[Stored items]
════════════════════

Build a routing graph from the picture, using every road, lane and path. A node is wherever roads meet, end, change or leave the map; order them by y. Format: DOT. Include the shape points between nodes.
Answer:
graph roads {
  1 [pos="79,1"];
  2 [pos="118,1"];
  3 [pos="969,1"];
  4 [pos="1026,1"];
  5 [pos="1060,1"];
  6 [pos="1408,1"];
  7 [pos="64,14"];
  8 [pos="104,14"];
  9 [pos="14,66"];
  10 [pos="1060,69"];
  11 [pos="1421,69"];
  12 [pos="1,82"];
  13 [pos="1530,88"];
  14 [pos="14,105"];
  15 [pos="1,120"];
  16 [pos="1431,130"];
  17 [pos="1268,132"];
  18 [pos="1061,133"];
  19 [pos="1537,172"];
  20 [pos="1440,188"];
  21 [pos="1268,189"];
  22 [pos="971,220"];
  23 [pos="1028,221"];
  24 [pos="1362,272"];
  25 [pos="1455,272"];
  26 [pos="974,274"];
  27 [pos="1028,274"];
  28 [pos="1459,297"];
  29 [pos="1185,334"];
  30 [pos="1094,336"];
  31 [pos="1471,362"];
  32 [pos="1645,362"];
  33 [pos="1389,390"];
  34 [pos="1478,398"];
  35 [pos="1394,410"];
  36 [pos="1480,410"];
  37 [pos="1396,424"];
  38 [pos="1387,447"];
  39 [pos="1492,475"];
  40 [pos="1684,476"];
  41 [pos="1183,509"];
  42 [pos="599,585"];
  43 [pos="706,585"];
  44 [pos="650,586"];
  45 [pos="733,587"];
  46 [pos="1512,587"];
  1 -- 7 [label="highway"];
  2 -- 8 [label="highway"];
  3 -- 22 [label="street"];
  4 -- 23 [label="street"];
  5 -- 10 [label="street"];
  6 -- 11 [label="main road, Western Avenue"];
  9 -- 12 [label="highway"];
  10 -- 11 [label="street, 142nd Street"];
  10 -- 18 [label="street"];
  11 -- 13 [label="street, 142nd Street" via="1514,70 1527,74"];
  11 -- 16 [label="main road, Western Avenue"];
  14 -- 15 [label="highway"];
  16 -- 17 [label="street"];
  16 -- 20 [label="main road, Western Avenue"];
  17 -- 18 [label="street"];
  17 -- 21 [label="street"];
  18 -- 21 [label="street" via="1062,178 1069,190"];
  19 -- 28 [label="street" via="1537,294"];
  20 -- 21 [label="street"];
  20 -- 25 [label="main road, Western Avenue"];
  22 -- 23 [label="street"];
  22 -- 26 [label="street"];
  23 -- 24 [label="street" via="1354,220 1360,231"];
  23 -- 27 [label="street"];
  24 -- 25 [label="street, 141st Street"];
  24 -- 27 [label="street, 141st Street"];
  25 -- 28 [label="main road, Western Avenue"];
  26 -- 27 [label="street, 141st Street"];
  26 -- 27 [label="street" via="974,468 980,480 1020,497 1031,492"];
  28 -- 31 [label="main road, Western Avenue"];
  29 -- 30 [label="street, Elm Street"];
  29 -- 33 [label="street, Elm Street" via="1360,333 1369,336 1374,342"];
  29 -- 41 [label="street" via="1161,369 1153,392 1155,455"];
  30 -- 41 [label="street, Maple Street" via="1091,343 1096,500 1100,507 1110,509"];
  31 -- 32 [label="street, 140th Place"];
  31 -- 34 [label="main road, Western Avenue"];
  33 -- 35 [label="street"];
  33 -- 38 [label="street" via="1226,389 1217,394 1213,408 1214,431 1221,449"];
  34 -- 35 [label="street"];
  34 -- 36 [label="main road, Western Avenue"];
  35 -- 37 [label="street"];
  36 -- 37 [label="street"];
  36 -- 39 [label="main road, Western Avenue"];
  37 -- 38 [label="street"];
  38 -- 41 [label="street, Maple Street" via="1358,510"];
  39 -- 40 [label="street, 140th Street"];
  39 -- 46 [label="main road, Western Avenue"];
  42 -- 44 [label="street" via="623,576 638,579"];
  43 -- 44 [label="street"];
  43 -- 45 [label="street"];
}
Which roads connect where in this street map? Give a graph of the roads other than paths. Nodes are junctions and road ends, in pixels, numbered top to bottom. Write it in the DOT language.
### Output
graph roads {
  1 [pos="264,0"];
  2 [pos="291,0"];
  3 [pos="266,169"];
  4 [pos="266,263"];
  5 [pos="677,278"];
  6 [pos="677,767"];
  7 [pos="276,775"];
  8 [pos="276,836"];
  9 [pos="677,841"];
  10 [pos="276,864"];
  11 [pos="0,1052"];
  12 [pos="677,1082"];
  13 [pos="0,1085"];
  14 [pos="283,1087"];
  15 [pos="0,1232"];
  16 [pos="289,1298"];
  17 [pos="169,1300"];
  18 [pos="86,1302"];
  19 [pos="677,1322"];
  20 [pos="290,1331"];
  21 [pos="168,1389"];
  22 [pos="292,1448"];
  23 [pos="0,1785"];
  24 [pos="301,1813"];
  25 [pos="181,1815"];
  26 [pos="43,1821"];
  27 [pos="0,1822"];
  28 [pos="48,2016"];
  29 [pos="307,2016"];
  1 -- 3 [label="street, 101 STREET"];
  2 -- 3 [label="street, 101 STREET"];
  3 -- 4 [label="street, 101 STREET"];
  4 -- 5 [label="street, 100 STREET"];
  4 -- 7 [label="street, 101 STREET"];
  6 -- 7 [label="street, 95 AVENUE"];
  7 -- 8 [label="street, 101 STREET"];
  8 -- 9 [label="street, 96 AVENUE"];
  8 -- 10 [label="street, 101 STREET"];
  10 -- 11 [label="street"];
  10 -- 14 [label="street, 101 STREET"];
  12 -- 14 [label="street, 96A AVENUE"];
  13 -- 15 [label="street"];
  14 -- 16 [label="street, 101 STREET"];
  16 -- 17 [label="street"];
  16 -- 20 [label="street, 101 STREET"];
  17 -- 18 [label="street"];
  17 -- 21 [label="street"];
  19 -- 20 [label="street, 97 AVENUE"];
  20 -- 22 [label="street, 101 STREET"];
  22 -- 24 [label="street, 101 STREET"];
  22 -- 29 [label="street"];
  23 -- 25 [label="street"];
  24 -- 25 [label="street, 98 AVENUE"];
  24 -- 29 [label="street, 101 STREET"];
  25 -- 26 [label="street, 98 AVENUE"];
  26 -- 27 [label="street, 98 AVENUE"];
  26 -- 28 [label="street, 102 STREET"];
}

════════════════════

WHAT TO DO -> Where does the string "highway" appear in the records? Copy every line that holds it.

REPLY ->
  1 -- 7 [label="highway"];
  2 -- 8 [label="highway"];
  9 -- 12 [label="highway"];
  14 -- 15 [label="highway"];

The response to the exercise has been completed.